■ What the exercise asks
For the data below, work out how many lines include the string "Bardoquillo" and report only the number.
Records for this exercise Start Marker
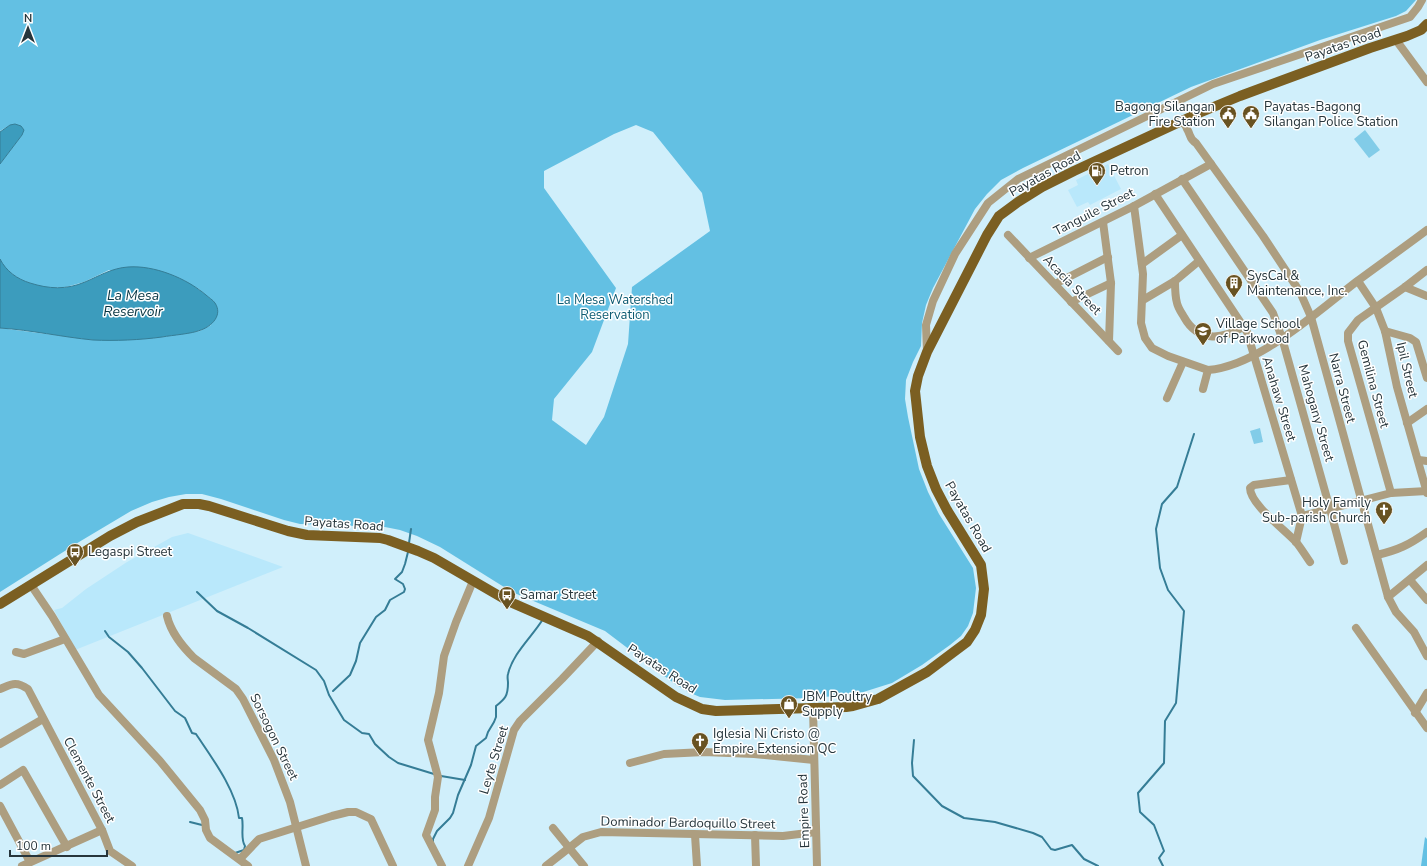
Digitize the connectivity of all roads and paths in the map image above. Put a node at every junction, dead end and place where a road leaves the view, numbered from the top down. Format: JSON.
{"nodes":[{"id":1,"x":1422,"y":0,"type":"edge"},
{"id":2,"x":1426,"y":27,"type":"edge"},
{"id":3,"x":1396,"y":40,"type":"junction"},
{"id":4,"x":1427,"y":82,"type":"edge"},
{"id":5,"x":1182,"y":120,"type":"junction"},
{"id":6,"x":1211,"y":164,"type":"junction"},
{"id":7,"x":1182,"y":179,"type":"junction"},
{"id":8,"x":1155,"y":194,"type":"junction"},
{"id":9,"x":1134,"y":206,"type":"junction"},
{"id":10,"x":1103,"y":222,"type":"junction"},
{"id":11,"x":1427,"y":230,"type":"edge"},
{"id":12,"x":1008,"y":235,"type":"dead end"},
{"id":13,"x":1182,"y":235,"type":"junction"},
{"id":14,"x":1108,"y":256,"type":"junction"},
{"id":15,"x":1029,"y":258,"type":"junction"},
{"id":16,"x":1199,"y":261,"type":"junction"},
{"id":17,"x":1142,"y":264,"type":"junction"},
{"id":18,"x":1427,"y":270,"type":"edge"},
{"id":19,"x":1175,"y":281,"type":"junction"},
{"id":20,"x":1358,"y":281,"type":"junction"},
{"id":21,"x":1111,"y":282,"type":"junction"},
{"id":22,"x":1055,"y":284,"type":"junction"},
{"id":23,"x":1405,"y":287,"type":"junction"},
{"id":24,"x":1427,"y":296,"type":"edge"},
{"id":25,"x":1143,"y":300,"type":"junction"},
{"id":26,"x":1071,"y":302,"type":"junction"},
{"id":27,"x":1376,"y":308,"type":"junction"},
{"id":28,"x":1311,"y":317,"type":"junction"},
{"id":29,"x":1243,"y":327,"type":"junction"},
{"id":30,"x":1386,"y":331,"type":"junction"},
{"id":31,"x":1282,"y":338,"type":"junction"},
{"id":32,"x":1109,"y":341,"type":"junction"},
{"id":33,"x":1118,"y":351,"type":"dead end"},
{"id":34,"x":927,"y":352,"type":"junction"},
{"id":35,"x":1253,"y":356,"type":"junction"},
{"id":36,"x":1183,"y":362,"type":"junction"},
{"id":37,"x":1208,"y":370,"type":"junction"},
{"id":38,"x":1427,"y":378,"type":"edge"},
{"id":39,"x":1203,"y":389,"type":"dead end"},
{"id":40,"x":1168,"y":398,"type":"dead end"},
{"id":41,"x":1427,"y":409,"type":"edge"},
{"id":42,"x":1407,"y":423,"type":"junction"},
{"id":43,"x":1423,"y":461,"type":"edge"},
{"id":44,"x":1291,"y":480,"type":"junction"},
{"id":45,"x":1427,"y":492,"type":"edge"},
{"id":46,"x":1391,"y":493,"type":"junction"},
{"id":47,"x":1361,"y":500,"type":"junction"},
{"id":48,"x":1330,"y":509,"type":"junction"},
{"id":49,"x":1302,"y":516,"type":"junction"},
{"id":50,"x":1427,"y":532,"type":"edge"},
{"id":51,"x":1296,"y":542,"type":"junction"},
{"id":52,"x":1377,"y":555,"type":"junction"},
{"id":53,"x":1344,"y":561,"type":"dead end"},
{"id":54,"x":1310,"y":562,"type":"dead end"},
{"id":55,"x":1427,"y":565,"type":"edge"},
{"id":56,"x":1410,"y":580,"type":"junction"},
{"id":57,"x":473,"y":581,"type":"junction"},
{"id":58,"x":31,"y":585,"type":"junction"},
{"id":59,"x":1388,"y":597,"type":"junction"},
{"id":60,"x":1427,"y":600,"type":"edge"},
{"id":61,"x":0,"y":604,"type":"edge"},
{"id":62,"x":167,"y":616,"type":"dead end"},
{"id":63,"x":1356,"y":628,"type":"dead end"},
{"id":64,"x":65,"y":639,"type":"junction"},
{"id":65,"x":598,"y":641,"type":"junction"},
{"id":66,"x":16,"y":652,"type":"dead end"},
{"id":67,"x":1427,"y":656,"type":"edge"},
{"id":68,"x":0,"y":689,"type":"edge"},
{"id":69,"x":1427,"y":693,"type":"edge"},
{"id":70,"x":812,"y":708,"type":"junction"},
{"id":71,"x":1416,"y":713,"type":"junction"},
{"id":72,"x":43,"y":719,"type":"junction"},
{"id":73,"x":1427,"y":728,"type":"edge"},
{"id":74,"x":0,"y":744,"type":"edge"},
{"id":75,"x":814,"y":760,"type":"junction"},
{"id":76,"x":630,"y":763,"type":"dead end"},
{"id":77,"x":0,"y":785,"type":"edge"},
{"id":78,"x":0,"y":806,"type":"edge"},
{"id":79,"x":296,"y":828,"type":"junction"},
{"id":80,"x":553,"y":828,"type":"dead end"},
{"id":81,"x":102,"y":830,"type":"junction"},
{"id":82,"x":816,"y":832,"type":"junction"},
{"id":83,"x":695,"y":834,"type":"junction"},
{"id":84,"x":755,"y":835,"type":"junction"},
{"id":85,"x":67,"y":847,"type":"junction"},
{"id":86,"x":569,"y":847,"type":"junction"},
{"id":87,"x":240,"y":859,"type":"junction"},
{"id":88,"x":30,"y":862,"type":"junction"},
{"id":89,"x":22,"y":866,"type":"edge"},
{"id":90,"x":131,"y":866,"type":"edge"},
{"id":91,"x":248,"y":866,"type":"edge"},
{"id":92,"x":306,"y":866,"type":"edge"},
{"id":93,"x":393,"y":866,"type":"edge"},
{"id":94,"x":442,"y":866,"type":"edge"},
{"id":95,"x":468,"y":866,"type":"edge"},
{"id":96,"x":546,"y":866,"type":"edge"},
{"id":97,"x":584,"y":866,"type":"edge"},
{"id":98,"x":697,"y":866,"type":"edge"},
{"id":99,"x":756,"y":866,"type":"edge"},
{"id":100,"x":818,"y":866,"type":"edge"}],
"edges":[{"from":1,"to":34,"type":"street"},
{"from":2,"to":3,"type":"main road","name":"Payatas Road"},
{"from":3,"to":4,"type":"street"},
{"from":3,"to":5,"type":"main road","name":"Payatas Road"},
{"from":5,"to":6,"type":"street","name":"Narra Street"},
{"from":5,"to":34,"type":"main road","name":"Payatas Road"},
{"from":6,"to":7,"type":"street","name":"Tanguile Street"},
{"from":6,"to":28,"type":"street","name":"Narra Street"},
{"from":7,"to":8,"type":"street","name":"Tanguile Street"},
{"from":7,"to":31,"type":"street","name":"Mahogany Street"},
{"from":8,"to":9,"type":"street","name":"Tanguile Street"},
{"from":8,"to":13,"type":"street","name":"Anahaw Street"},
{"from":9,"to":10,"type":"street","name":"Tanguile Street"},
{"from":9,"to":17,"type":"street"},
{"from":10,"to":14,"type":"street"},
{"from":10,"to":15,"type":"street","name":"Tanguile Street"},
{"from":11,"to":20,"type":"street"},
{"from":12,"to":15,"type":"street","name":"Acacia Street"},
{"from":13,"to":16,"type":"street","name":"Anahaw Street"},
{"from":13,"to":17,"type":"street"},
{"from":14,"to":21,"type":"street"},
{"from":14,"to":22,"type":"street"},
{"from":15,"to":22,"type":"street","name":"Acacia Street"},
{"from":16,"to":19,"type":"street"},
{"from":16,"to":29,"type":"street","name":"Anahaw Street"},
{"from":17,"to":25,"type":"street"},
{"from":18,"to":23,"type":"street","name":"Gemilina Street"},
{"from":19,"to":25,"type":"street"},
{"from":19,"to":29,"type":"street"},
{"from":20,"to":27,"type":"street","name":"Ipil Street"},
{"from":20,"to":28,"type":"street"},
{"from":21,"to":26,"type":"street"},
{"from":21,"to":32,"type":"street"},
{"from":22,"to":26,"type":"street","name":"Acacia Street"},
{"from":23,"to":24,"type":"street"},
{"from":23,"to":27,"type":"street","name":"Gemilina Street"},
{"from":25,"to":36,"type":"street"},
{"from":26,"to":32,"type":"street","name":"Acacia Street"},
{"from":27,"to":30,"type":"street","name":"Ipil Street"},
{"from":27,"to":46,"type":"street","name":"Gemilina Street"},
{"from":28,"to":31,"type":"street"},
{"from":28,"to":47,"type":"street","name":"Narra Street"},
{"from":29,"to":35,"type":"street","name":"Anahaw Street"},
{"from":30,"to":38,"type":"street"},
{"from":30,"to":42,"type":"street","name":"Ipil Street"},
{"from":31,"to":35,"type":"street"},
{"from":31,"to":48,"type":"street","name":"Mahogany Street"},
{"from":32,"to":33,"type":"street","name":"Acacia Street"},
{"from":34,"to":70,"type":"main road","name":"Payatas Road"},
{"from":35,"to":37,"type":"street"},
{"from":35,"to":44,"type":"street","name":"Anahaw Street"},
{"from":36,"to":37,"type":"street"},
{"from":36,"to":40,"type":"street"},
{"from":37,"to":39,"type":"street"},
{"from":41,"to":42,"type":"street"},
{"from":42,"to":43,"type":"street","name":"Ipil Street"},
{"from":43,"to":45,"type":"street","name":"Ipil Street"},
{"from":44,"to":49,"type":"street","name":"Anahaw Street"},
{"from":44,"to":51,"type":"street"},
{"from":45,"to":46,"type":"street"},
{"from":46,"to":47,"type":"street"},
{"from":47,"to":48,"type":"street"},
{"from":47,"to":52,"type":"street","name":"Narra Street"},
{"from":48,"to":49,"type":"street"},
{"from":48,"to":53,"type":"street","name":"Mahogany Street"},
{"from":49,"to":51,"type":"street"},
{"from":50,"to":52,"type":"street"},
{"from":51,"to":54,"type":"street"},
{"from":52,"to":59,"type":"street","name":"Narra Street"},
{"from":55,"to":56,"type":"street"},
{"from":56,"to":59,"type":"street"},
{"from":56,"to":60,"type":"street"},
{"from":57,"to":58,"type":"main road","name":"Payatas Road"},
{"from":57,"to":65,"type":"main road","name":"Payatas Road"},
{"from":57,"to":94,"type":"street"},
{"from":58,"to":61,"type":"main road","name":"Payatas Road"},
{"from":58,"to":64,"type":"street"},
{"from":59,"to":67,"type":"street","name":"Narra Street"},
{"from":62,"to":79,"type":"street","name":"Sorsogon Street"},
{"from":63,"to":71,"type":"street"},
{"from":64,"to":66,"type":"street"},
{"from":64,"to":87,"type":"street"},
{"from":65,"to":70,"type":"main road","name":"Payatas Road"},
{"from":65,"to":95,"type":"street","name":"Leyte Street"},
{"from":68,"to":72,"type":"street","name":"Clemente Street"},
{"from":69,"to":71,"type":"street"},
{"from":70,"to":75,"type":"street","name":"Empire Road"},
{"from":71,"to":73,"type":"street"},
{"from":72,"to":74,"type":"street"},
{"from":72,"to":81,"type":"street","name":"Clemente Street"},
{"from":75,"to":76,"type":"street"},
{"from":75,"to":82,"type":"street","name":"Empire Road"},
{"from":77,"to":85,"type":"street"},
{"from":78,"to":88,"type":"street"},
{"from":79,"to":87,"type":"street"},
{"from":79,"to":92,"type":"street","name":"Sorsogon Street"},
{"from":79,"to":93,"type":"street"},
{"from":80,"to":86,"type":"street"},
{"from":81,"to":85,"type":"street"},
{"from":81,"to":90,"type":"street","name":"Clemente Street"},
{"from":82,"to":84,"type":"street","name":"Dominador Bardoquillo Street"},
{"from":82,"to":100,"type":"street","name":"Empire Road"},
{"from":83,"to":84,"type":"street","name":"Dominador Bardoquillo Street"},
{"from":83,"to":86,"type":"street","name":"Dominador Bardoquillo Street"},
{"from":83,"to":98,"type":"street"},
{"from":84,"to":99,"type":"street"},
{"from":85,"to":88,"type":"street"},
{"from":86,"to":96,"type":"street","name":"Dominador Bardoquillo Street"},
{"from":86,"to":97,"type":"street"},
{"from":87,"to":91,"type":"street"},
{"from":88,"to":89,"type":"street"}]}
Records for this exercise End Marker
■ Task solution
4